> _TO DO_: Nothing in the records may be altered. Repeat them in full.

***** INPUT *****

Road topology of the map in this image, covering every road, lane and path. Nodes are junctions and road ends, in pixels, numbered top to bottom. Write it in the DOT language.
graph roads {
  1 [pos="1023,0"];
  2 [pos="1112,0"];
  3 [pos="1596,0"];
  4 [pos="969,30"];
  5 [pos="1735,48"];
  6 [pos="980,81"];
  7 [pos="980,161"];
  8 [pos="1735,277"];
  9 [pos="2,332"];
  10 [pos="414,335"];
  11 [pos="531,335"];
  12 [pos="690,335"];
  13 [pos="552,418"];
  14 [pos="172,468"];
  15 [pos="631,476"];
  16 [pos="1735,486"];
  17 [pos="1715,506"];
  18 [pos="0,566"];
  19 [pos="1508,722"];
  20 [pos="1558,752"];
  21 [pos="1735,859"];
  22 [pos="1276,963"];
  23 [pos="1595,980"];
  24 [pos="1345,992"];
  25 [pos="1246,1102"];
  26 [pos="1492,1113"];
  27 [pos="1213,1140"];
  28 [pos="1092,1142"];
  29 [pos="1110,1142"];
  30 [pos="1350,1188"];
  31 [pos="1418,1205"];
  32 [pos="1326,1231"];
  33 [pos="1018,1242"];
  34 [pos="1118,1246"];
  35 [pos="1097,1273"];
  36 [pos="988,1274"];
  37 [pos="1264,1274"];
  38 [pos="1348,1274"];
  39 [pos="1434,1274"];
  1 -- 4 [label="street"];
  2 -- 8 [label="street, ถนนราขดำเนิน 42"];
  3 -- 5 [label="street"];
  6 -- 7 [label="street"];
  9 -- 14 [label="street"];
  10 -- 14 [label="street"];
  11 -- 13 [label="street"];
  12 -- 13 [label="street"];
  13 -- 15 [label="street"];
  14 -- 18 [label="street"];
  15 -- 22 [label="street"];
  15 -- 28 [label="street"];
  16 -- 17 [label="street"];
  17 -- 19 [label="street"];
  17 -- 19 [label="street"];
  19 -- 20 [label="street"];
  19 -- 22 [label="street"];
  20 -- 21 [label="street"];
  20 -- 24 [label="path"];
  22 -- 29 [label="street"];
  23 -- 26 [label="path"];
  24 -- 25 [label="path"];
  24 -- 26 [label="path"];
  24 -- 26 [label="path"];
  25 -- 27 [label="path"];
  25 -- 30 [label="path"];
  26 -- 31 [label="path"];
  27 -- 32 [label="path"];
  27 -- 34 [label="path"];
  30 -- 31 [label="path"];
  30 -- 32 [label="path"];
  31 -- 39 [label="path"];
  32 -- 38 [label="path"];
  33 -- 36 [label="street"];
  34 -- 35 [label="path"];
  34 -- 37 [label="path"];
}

*****

> _WRITTEN RESPONSE_:
Road topology of the map in this image, covering every road, lane and path. Nodes are junctions and road ends, in pixels, numbered top to bottom. Write it in the DOT language.
graph roads {
  1 [pos="1023,0"];
  2 [pos="1112,0"];
  3 [pos="1596,0"];
  4 [pos="969,30"];
  5 [pos="1735,48"];
  6 [pos="980,81"];
  7 [pos="980,161"];
  8 [pos="1735,277"];
  9 [pos="2,332"];
  10 [pos="414,335"];
  11 [pos="531,335"];
  12 [pos="690,335"];
  13 [pos="552,418"];
  14 [pos="172,468"];
  15 [pos="631,476"];
  16 [pos="1735,486"];
  17 [pos="1715,506"];
  18 [pos="0,566"];
  19 [pos="1508,722"];
  20 [pos="1558,752"];
  21 [pos="1735,859"];
  22 [pos="1276,963"];
  23 [pos="1595,980"];
  24 [pos="1345,992"];
  25 [pos="1246,1102"];
  26 [pos="1492,1113"];
  27 [pos="1213,1140"];
  28 [pos="1092,1142"];
  29 [pos="1110,1142"];
  30 [pos="1350,1188"];
  31 [pos="1418,1205"];
  32 [pos="1326,1231"];
  33 [pos="1018,1242"];
  34 [pos="1118,1246"];
  35 [pos="1097,1273"];
  36 [pos="988,1274"];
  37 [pos="1264,1274"];
  38 [pos="1348,1274"];
  39 [pos="1434,1274"];
  1 -- 4 [label="street"];
  2 -- 8 [label="street, ถนนราขดำเนิน 42"];
  3 -- 5 [label="street"];
  6 -- 7 [label="street"];
  9 -- 14 [label="street"];
  10 -- 14 [label="street"];
  11 -- 13 [label="street"];
  12 -- 13 [label="street"];
  13 -- 15 [label="street"];
  14 -- 18 [label="street"];
  15 -- 22 [label="street"];
  15 -- 28 [label="street"];
  16 -- 17 [label="street"];
  17 -- 19 [label="street"];
  17 -- 19 [label="street"];
  19 -- 20 [label="street"];
  19 -- 22 [label="street"];
  20 -- 21 [label="street"];
  20 -- 24 [label="path"];
  22 -- 29 [label="street"];
  23 -- 26 [label="path"];
  24 -- 25 [label="path"];
  24 -- 26 [label="path"];
  24 -- 26 [label="path"];
  25 -- 27 [label="path"];
  25 -- 30 [label="path"];
  26 -- 31 [label="path"];
  27 -- 32 [label="path"];
  27 -- 34 [label="path"];
  30 -- 31 [label="path"];
  30 -- 32 [label="path"];
  31 -- 39 [label="path"];
  32 -- 38 [label="path"];
  33 -- 36 [label="street"];
  34 -- 35 [label="path"];
  34 -- 37 [label="path"];
}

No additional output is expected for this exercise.